Les troubles musculo-squelettiques (TMS) et les risques psychosociaux feraient-ils oublier les accidents du travail ? Coeur de cible de la prévention des risques professionnels pendant des décennies, ceux-ci sont à présent passés au second plan, évincés par les maladies professionnelles. Ainsi, cet été, la Caisse nationale d'assurance maladie des travailleurs salariés (Cnam-TS) pouvait-elle afficher sa satisfaction en publiant les chiffres de la sinistralité de sa branche dédiée aux risques professionnels : un recul de 7,5 % des accidents du travail en 2009, un indice de fréquence qui atteint, pour la deuxième année consécutive, le chiffre le plus bas jamais enregistré.

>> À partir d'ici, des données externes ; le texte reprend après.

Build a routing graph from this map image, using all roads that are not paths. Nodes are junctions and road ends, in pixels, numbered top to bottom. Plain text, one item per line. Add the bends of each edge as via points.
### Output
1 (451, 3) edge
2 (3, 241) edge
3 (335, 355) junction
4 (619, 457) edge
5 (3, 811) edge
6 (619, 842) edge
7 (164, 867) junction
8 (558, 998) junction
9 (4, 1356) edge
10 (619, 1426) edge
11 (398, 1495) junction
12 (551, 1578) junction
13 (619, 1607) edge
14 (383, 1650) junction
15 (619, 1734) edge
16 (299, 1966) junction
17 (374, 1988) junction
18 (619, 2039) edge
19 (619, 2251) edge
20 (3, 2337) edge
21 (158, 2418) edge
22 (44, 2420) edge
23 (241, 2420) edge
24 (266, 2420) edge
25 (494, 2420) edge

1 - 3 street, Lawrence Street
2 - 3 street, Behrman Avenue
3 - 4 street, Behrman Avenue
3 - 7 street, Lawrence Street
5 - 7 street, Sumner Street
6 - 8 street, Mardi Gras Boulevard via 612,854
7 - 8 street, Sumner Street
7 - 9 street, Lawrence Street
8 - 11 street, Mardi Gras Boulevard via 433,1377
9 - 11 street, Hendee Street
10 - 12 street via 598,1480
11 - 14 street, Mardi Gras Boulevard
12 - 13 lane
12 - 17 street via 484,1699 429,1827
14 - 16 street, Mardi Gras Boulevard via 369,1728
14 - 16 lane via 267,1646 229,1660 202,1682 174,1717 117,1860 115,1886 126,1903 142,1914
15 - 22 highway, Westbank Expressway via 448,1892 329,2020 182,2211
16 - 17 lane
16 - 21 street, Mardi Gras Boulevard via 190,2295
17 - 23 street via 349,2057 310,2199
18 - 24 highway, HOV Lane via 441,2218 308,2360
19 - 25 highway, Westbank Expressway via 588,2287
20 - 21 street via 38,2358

Toutefois, il convient d'avoir le triomphe modeste devant ces statistiques, comme le reconnaissait d'ailleurs le communiqué de la Cnam-TS. Elles sont davantage le reflet de la baisse de l'activité économique et de ses répercussions sur l'emploi que le fruit des efforts en matière de prévention. Ce bémol va bien au-delà de la crise financière de ces deux dernières années. La fermeture ou la perte de vitesse de secteurs d'activité réputés dangereux, comme les mines ou la sidérurgie, expliquent pour beaucoup l'amélioration des résultats de l'accidentologie.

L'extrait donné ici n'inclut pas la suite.